02 Junho 2025
"Mas a carnificina em Gaza é, pelo contrário, desprovida de passado e desprovida de futuro; sem memória e sem horizonte. A única perspectiva é a morte, um extermínio sem sentido.", escreve Danilo Di Matteo, médico e filósofo italiano, em artigo publicado por Settimana News, 01-06-2025.
A “Oração pelos mortos de Gaza”, composta por Andrea Tondi, dura pouco mais de três minutos. No entanto, ele acaba condensando eventos humanos ao longo de pelo menos três milênios.
Aqueles fluxos de mulheres, crianças e homens retratados no videoclipe me fizeram lembrar do grande Heráclito, o pensador mais conhecido por suas metáforas de rios. Sim, tudo flui, inclusive a carne e os ossos de milhares de inocentes destinados a perecer.
Sem mencionar o sangue derramado. Mas lá, na Palestina, o arco não “tem a vida como nome e a morte como obra”: ele é chamado de morte, e pronto. Morte e destruição, uma tragédia que não conhece apelo. Vidas quebradas em um mês, em cinco anos, em trinta anos, suspensas entre o nada e o nada, entre a morte e a morte.

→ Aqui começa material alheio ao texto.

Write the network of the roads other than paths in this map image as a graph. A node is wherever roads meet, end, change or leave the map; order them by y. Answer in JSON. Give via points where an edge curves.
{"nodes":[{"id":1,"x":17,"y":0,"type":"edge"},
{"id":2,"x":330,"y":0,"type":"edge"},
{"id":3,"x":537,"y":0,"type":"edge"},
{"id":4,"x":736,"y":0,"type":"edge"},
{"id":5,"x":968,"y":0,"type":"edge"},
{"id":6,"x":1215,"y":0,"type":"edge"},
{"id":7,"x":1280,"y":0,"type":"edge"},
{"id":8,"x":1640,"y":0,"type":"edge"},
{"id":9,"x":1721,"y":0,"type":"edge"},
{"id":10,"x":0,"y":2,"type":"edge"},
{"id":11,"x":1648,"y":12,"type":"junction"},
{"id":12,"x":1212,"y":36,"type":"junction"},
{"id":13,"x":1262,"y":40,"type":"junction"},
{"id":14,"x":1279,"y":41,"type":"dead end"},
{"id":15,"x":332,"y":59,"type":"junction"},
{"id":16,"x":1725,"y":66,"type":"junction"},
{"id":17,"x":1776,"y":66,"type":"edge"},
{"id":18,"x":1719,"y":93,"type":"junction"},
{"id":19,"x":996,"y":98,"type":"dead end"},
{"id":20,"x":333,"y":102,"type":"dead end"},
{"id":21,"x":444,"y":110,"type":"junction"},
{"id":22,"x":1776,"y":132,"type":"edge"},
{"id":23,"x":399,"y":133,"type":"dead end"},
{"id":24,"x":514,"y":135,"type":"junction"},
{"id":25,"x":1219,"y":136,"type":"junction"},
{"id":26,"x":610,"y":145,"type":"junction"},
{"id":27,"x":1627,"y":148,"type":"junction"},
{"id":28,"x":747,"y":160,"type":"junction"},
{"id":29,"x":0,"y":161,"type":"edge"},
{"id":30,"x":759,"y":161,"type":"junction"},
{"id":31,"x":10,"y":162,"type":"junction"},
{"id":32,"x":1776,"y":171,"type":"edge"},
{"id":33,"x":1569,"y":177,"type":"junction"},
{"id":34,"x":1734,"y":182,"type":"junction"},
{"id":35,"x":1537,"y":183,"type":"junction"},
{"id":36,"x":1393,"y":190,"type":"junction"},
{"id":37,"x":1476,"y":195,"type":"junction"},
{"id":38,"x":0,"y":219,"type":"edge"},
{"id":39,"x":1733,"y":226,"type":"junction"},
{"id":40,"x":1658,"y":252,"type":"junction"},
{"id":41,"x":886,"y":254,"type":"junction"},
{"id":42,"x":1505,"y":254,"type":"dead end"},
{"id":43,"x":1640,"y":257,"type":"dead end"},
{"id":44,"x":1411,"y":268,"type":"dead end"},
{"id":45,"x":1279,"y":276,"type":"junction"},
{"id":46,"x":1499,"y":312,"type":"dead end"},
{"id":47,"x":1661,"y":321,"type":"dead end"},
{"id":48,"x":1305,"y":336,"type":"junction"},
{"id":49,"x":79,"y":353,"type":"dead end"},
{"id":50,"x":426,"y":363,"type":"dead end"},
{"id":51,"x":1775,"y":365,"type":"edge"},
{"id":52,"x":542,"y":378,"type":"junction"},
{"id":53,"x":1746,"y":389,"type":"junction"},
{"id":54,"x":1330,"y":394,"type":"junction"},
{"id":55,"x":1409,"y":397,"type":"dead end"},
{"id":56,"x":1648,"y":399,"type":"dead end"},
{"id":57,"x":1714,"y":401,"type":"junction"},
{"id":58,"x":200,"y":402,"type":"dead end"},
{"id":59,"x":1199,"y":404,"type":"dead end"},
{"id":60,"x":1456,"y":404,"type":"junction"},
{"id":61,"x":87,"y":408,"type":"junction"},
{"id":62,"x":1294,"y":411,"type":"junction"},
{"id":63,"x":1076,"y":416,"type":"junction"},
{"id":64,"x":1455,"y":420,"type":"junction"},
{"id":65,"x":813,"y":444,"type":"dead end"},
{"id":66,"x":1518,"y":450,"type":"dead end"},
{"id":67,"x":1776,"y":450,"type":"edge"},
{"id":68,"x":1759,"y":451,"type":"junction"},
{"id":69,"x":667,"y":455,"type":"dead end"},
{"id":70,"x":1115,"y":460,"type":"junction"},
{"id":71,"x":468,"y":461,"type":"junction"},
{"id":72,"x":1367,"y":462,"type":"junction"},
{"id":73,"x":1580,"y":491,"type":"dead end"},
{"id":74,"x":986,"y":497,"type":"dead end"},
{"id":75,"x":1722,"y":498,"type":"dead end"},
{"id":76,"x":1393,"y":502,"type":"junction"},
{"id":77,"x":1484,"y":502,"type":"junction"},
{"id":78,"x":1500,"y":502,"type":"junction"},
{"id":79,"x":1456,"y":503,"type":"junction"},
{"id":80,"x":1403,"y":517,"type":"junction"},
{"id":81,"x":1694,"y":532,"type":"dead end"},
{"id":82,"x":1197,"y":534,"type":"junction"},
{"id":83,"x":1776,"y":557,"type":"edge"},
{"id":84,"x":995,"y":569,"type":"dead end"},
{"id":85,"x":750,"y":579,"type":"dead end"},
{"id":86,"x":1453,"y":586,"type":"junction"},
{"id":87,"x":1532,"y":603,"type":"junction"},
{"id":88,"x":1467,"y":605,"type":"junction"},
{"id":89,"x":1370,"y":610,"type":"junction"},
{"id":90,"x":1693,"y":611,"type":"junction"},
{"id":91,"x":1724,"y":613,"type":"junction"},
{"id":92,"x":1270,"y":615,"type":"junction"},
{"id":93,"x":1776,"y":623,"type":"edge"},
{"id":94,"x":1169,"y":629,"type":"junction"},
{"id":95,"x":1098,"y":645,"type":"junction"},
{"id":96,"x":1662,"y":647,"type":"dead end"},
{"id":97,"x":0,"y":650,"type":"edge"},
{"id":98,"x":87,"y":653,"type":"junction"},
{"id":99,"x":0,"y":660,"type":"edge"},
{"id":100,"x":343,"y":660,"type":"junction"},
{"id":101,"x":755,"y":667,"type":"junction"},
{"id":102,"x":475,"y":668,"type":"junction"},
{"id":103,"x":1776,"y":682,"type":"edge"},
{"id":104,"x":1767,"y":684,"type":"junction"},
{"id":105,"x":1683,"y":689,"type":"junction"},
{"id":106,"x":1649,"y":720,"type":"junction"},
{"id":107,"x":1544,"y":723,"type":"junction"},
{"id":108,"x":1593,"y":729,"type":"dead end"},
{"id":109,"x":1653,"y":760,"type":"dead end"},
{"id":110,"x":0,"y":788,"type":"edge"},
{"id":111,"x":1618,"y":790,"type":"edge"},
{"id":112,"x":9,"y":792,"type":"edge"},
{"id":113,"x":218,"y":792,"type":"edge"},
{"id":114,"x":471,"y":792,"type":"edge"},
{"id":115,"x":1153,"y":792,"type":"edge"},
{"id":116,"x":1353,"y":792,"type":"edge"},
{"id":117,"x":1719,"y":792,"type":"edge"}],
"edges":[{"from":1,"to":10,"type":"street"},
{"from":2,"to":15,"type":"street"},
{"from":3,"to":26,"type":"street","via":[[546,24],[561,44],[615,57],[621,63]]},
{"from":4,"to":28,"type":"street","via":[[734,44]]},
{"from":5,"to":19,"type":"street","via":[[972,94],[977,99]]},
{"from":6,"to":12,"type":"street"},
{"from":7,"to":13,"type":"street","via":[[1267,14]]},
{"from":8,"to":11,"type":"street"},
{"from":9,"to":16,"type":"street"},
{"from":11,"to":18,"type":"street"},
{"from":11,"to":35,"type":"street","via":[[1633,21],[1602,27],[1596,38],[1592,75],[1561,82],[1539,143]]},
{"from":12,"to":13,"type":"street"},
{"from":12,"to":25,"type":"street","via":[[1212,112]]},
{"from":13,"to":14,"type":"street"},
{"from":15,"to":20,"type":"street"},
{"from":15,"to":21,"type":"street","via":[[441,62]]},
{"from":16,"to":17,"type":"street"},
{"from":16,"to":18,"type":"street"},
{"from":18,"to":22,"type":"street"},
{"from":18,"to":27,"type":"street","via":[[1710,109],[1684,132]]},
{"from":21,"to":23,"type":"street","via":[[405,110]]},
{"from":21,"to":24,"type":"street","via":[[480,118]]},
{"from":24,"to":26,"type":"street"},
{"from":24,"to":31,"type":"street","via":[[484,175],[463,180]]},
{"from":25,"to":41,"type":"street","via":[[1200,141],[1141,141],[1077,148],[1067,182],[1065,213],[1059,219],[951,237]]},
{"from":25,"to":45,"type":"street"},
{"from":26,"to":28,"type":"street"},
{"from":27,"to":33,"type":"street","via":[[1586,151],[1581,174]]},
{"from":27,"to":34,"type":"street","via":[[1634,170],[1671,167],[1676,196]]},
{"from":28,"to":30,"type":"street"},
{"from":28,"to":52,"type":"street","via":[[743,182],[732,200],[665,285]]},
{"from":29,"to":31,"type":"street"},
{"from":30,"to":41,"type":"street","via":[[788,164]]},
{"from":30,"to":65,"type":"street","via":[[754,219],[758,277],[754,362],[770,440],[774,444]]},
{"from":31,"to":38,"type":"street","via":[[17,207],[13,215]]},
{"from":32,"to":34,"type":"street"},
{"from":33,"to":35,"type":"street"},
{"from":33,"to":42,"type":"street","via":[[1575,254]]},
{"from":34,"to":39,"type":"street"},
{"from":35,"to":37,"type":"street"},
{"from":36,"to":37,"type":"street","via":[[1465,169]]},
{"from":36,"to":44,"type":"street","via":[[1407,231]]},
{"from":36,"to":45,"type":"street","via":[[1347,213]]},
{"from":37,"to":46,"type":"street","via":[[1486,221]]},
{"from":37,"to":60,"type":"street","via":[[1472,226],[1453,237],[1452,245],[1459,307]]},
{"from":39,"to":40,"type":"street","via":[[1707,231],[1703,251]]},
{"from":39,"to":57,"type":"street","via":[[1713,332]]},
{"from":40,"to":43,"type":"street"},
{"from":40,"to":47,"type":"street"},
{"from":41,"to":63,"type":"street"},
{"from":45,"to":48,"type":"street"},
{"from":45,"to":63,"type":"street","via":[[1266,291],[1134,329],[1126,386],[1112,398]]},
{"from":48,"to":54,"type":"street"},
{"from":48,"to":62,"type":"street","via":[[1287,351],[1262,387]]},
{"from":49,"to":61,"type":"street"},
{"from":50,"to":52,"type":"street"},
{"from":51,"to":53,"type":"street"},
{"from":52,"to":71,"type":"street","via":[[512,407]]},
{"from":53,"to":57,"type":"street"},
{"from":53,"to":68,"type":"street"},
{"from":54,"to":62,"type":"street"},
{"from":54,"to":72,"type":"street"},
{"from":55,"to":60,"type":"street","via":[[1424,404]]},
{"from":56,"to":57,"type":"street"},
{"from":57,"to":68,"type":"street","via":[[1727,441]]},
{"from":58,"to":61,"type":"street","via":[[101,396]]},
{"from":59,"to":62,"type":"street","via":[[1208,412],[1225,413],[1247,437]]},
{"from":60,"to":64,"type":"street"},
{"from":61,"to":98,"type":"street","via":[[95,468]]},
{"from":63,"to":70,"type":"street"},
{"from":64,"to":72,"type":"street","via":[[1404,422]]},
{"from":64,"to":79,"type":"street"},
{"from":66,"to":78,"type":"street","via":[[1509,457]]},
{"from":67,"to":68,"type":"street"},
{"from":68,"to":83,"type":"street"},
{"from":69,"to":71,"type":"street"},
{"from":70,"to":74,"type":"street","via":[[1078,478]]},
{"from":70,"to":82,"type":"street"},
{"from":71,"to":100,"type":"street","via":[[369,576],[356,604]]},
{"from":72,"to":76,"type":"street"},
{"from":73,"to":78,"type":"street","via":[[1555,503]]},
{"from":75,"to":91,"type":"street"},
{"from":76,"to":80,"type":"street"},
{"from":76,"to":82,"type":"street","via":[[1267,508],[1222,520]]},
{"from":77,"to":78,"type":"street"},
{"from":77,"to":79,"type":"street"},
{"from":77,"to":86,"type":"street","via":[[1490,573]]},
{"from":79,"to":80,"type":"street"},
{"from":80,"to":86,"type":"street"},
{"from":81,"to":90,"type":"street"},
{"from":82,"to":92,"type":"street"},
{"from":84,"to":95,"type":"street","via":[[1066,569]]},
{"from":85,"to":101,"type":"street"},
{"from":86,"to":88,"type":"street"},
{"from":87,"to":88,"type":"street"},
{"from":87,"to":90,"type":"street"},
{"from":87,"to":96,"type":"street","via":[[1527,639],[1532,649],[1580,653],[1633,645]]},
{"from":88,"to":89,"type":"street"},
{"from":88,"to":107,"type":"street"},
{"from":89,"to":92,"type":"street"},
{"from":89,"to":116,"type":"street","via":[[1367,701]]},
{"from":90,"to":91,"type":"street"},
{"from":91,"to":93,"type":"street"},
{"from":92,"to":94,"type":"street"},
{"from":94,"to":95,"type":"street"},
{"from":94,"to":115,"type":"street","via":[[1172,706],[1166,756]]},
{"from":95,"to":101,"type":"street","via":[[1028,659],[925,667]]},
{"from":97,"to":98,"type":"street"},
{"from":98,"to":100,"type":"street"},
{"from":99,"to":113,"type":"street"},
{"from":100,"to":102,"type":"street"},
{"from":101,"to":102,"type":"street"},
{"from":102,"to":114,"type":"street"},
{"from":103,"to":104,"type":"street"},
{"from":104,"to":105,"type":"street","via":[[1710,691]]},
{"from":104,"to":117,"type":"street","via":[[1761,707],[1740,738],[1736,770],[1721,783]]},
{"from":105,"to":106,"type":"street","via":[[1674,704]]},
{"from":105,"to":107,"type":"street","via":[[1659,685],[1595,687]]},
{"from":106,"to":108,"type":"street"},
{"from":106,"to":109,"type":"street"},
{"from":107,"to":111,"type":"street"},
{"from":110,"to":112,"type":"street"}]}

Crianças diante de uma casa demolida por um bombardeio na cidade de Rafah, ao sul da Faixa de Gaza | Unicef/Eyad El Baba
O judeu errante é guiado por Deus. Ouçamos por um momento o teólogo e filólogo Pinchas Lapide: "o judeu tem um conceito de tempo diferente do dos indo-germânicos. Os indo-germânicos aplicam a drástica divisão tripartite de qualquer cronologia, o que é estranho ao espírito da língua hebraica: passado, presente e futuro".
O judeu experimenta o tempo como um rio que não conhece o presente, mas apenas um fluxo contínuo do passado para o futuro, tanto que mesmo nos profetas de Israel é difícil estabelecer, em um nível puramente gramatical, se eles falam de um ato de Salvação de Deus que ocorreu no passado, ou de uma promessa ainda por vir, porque passado e futuro estão amalgamados como em um rio que nunca para. Panta rhei, tudo flui na concepção judaica de tempo.
Portanto, se o judeu diz amém, ele o diz ao que é hoje e ao que será amanhã, e que para ele, com sua imaginação fervorosa, se estende ao presente, mesmo que para o pragmático lúcido ainda não exista.
O rio, é isso que ele é: nunca para. É o princípio dinâmico; O judeu nunca para, ele está tão apaixonado pelo futuro que o nome impronunciável de Deus, o tetragrama, nada mais é do que uma forma verbal do futuro: um efeito no futuro, que revela esperança e diz plenamente 'sim' ao que ainda está por vir" (Viktor E. Frankl, Pinchas Lapide, A Busca por Deus e a Questão do Significado. Diálogo entre um Teólogo e um Psicólogo). Aqui também Heráclito ressoa, é evidente.
Mas a carnificina em Gaza é, pelo contrário, desprovida de passado e desprovida de futuro; sem memória e sem horizonte. A única perspectiva é a morte, um extermínio sem sentido.
Tudo isso surge com força nos poucos minutos da música de Tondi. André Neher, um pensador judeu alsaciano do século XX, chegou a dizer que a única oração possível é, no extremo, o silêncio.
Aqui, o fluxo das notas, imagens e palavras de Tondi é um silêncio respeitoso pelos mortos, pelo sofrimento daqueles que ainda vivem naquela terra, apesar de tudo, pela dor indizível de dezenas e centenas de milhares de humanos; um silêncio, porém, povoado por notas musicais, rostos, referências seculares e religiosas (incluindo uma invocação a Maria).
Como se dissesse: esse silêncio nos interroga, esses rostos e esses sons, essa oração ao mesmo tempo secular e religiosa nos chamam, nos sacodem, solicitam nossa resposta.
Chamados a sentir e compartilhar essa mesma dor e, juntos, agir para acabar com ela. Para contê-la, pelo menos.
E outra imagem heraclitiana assume um significado sinistro: o fogo. O fogo de Heráclito, do qual cada um de nós, cada "acidente" é talvez apenas uma faísca, simboliza a continuidade da vida. Em Gaza, por outro lado, acaba simbolizando a continuidade da morte.